Поблизости от реки на ровном твердом травянистом пространстве был родник с очень вкусной водой, часть которой накапливалась в срубе колодца над родником, избыток же ручейком сбегал в речку вблизи. Алексей подъезжал с порожней бочкой на двуколке, вставал ногами на сруб, бросал в воду на длинной вожжине ведерко. Зачерпывал, вытаскивал, аккуратно в бочку переливал и снова бросал ведерко в тот сруб. Наполнив таким манером пузатую бочку, худощавый, достойно сложённый паренек отвязывал лошадь и ехал на полевой стан. Насколько я понимаю логистику колхозов среди бескрайних черноземных полей, поставив там полную бочку со свежей прекрасной водой, он перепрягал лошадку в пустую вчерашнюю бочку и обеспечивал подобным же образом другой полевой стан. Сколько же ездок делал он каждый день – увы, наш библиофаг, весьма внимательный к людям, болтая с ним у колодца о том и о сем, просто не догадался спросить, как не догадался спросить, сколько идет трудодней… или денег, если оформлено по МТС. И оформлено-то на кого. А когда Алексей со своею бочкою уехал, я занялся размышлением о том, почему это известняковые камушки в ручейке имеют прелестные зеленоватые, голубоватые и розоватые акварельные цвета, а вытащенные на воздух и обсыхая, приобретают все скучный сероватый цвет. Помнится, в те дни занимала меня еще одна тема. В чистейшем воздухе тамошних огородов, зарослей, лугов никак не укладывалось в голове совместное представление о воздухе как сплошном, прозрачном, ощущаемом телесно флюиде, с одной стороны, и представление о воздухе как о реальной «почти пустоте», с другой, так как относительные размеры молекул воздушных компонент и расстояний между ними соответствуют всего лишь нескольким мухам в комнате размерами довольно большой. Другими словами, если в зале летает сколько-то мух и мы смотрим туда, то картину на противоположной стене того зала мы видим сквозь зал или сквозь нескольких порознь витающих мух? Выходит так, что мы видим все это в природе вокруг нас не сквозь «воздух», как видим сквозь воду или стекло, но как бы сквозь «пустоту»? Это укладывалось, но с очень большим трудом. А то, что Алексей в это же время работал как взрослый, скользило поверхностно, не проникая сквозь эти барьеры вглубь. Вот вам и влияние книг, заполняющих душу, в которую уже не вмещается вместе с ними реальный мир.

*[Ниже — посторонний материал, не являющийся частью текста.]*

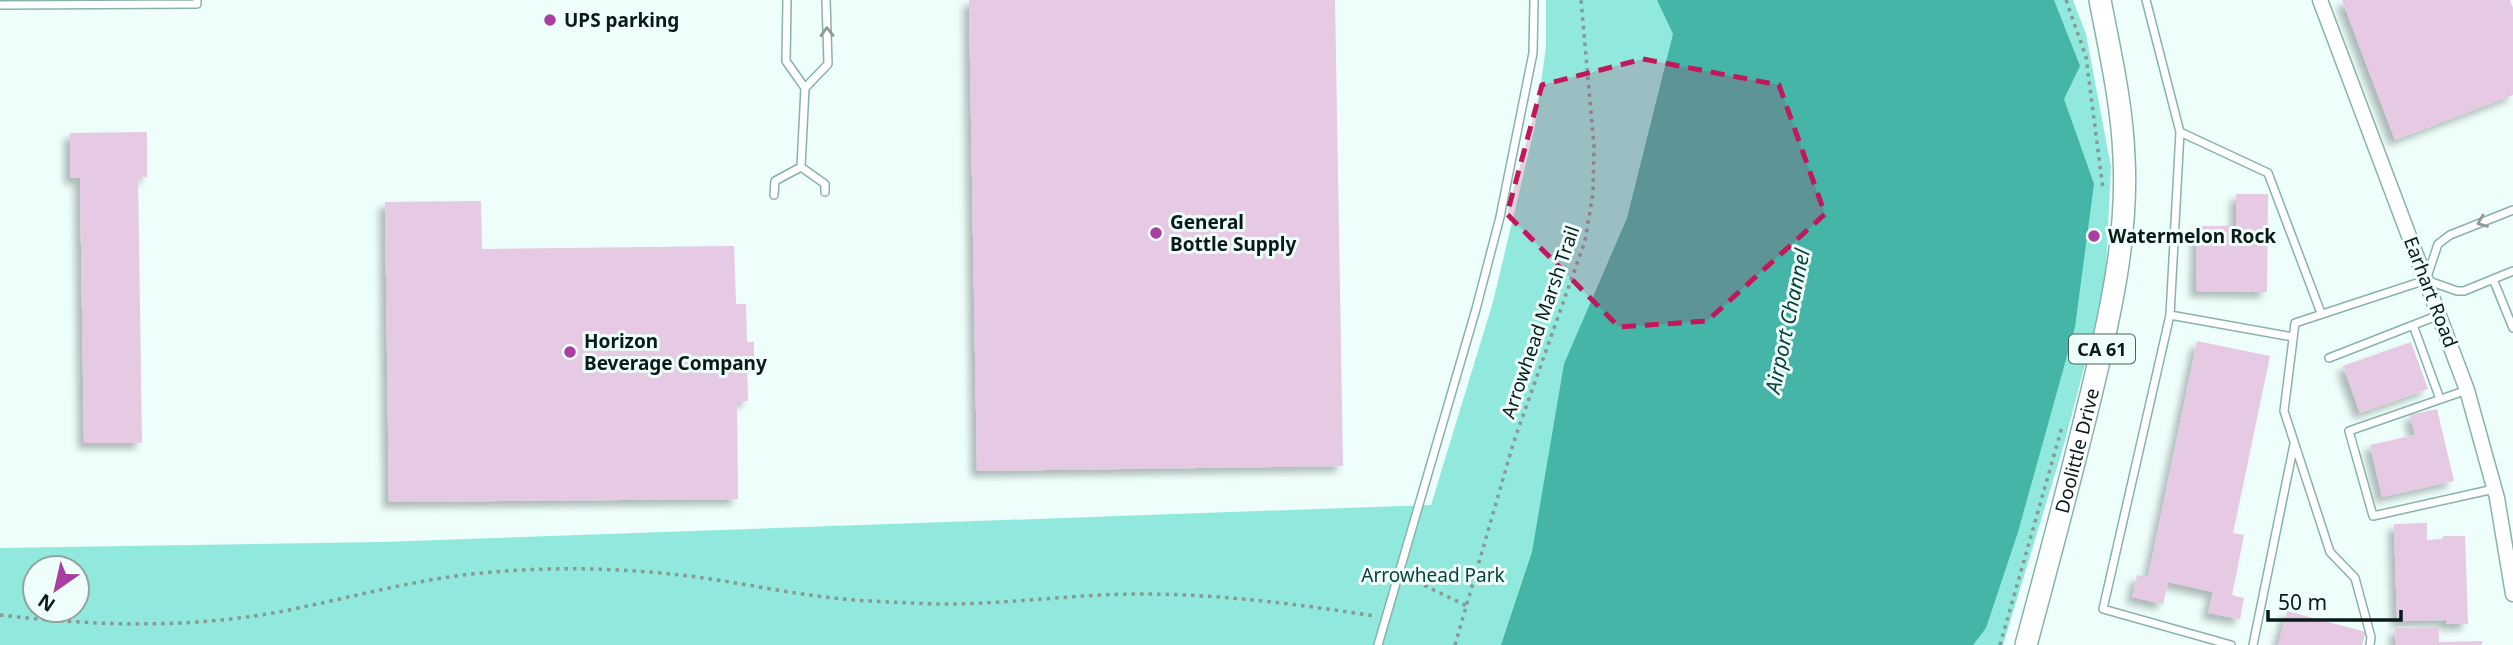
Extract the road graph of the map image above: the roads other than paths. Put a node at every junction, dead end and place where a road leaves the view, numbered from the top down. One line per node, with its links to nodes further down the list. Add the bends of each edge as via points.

Временами я сильно скучал, из ровесников не было с кем о многом мечтательно и умозрительно поговорить. Однажды пришла мне в голову мысль, как было бы хорошо, если бы все люди на свете были такими, как я. Но тут же я сам развеял ее в пух и прах – ведь в этом случае застопорились, остановились бы все работы на нашей Земле. Жизнь людей – это не жизнь бестелесных героев, которым авторы готовы подсунуть в готовом, исправном виде все то, чего потребует сюжет. Я же не умею делать реального ничего, и если все мы станем именно такими, как я, то мир развалится довольно скоро от нашей лени и неумения работать так, как работает масса прилежных, умелых людей, знающих туго, конкретно миллионы практических дел. Однако и эти правильные мысли оставались умозрительною игрой, образ жизни и мыслей уже не рационализировал я никогда, и мечтателем оставался всегда. Алексея же помню всю жизнь в веренице тех по-человечески замечательных тружеников-мастеров, которым посвящены другие линии моих мемуаров, здесь же тема одна – нелюдим, и все эти хорошие люди в данную серию не войдут.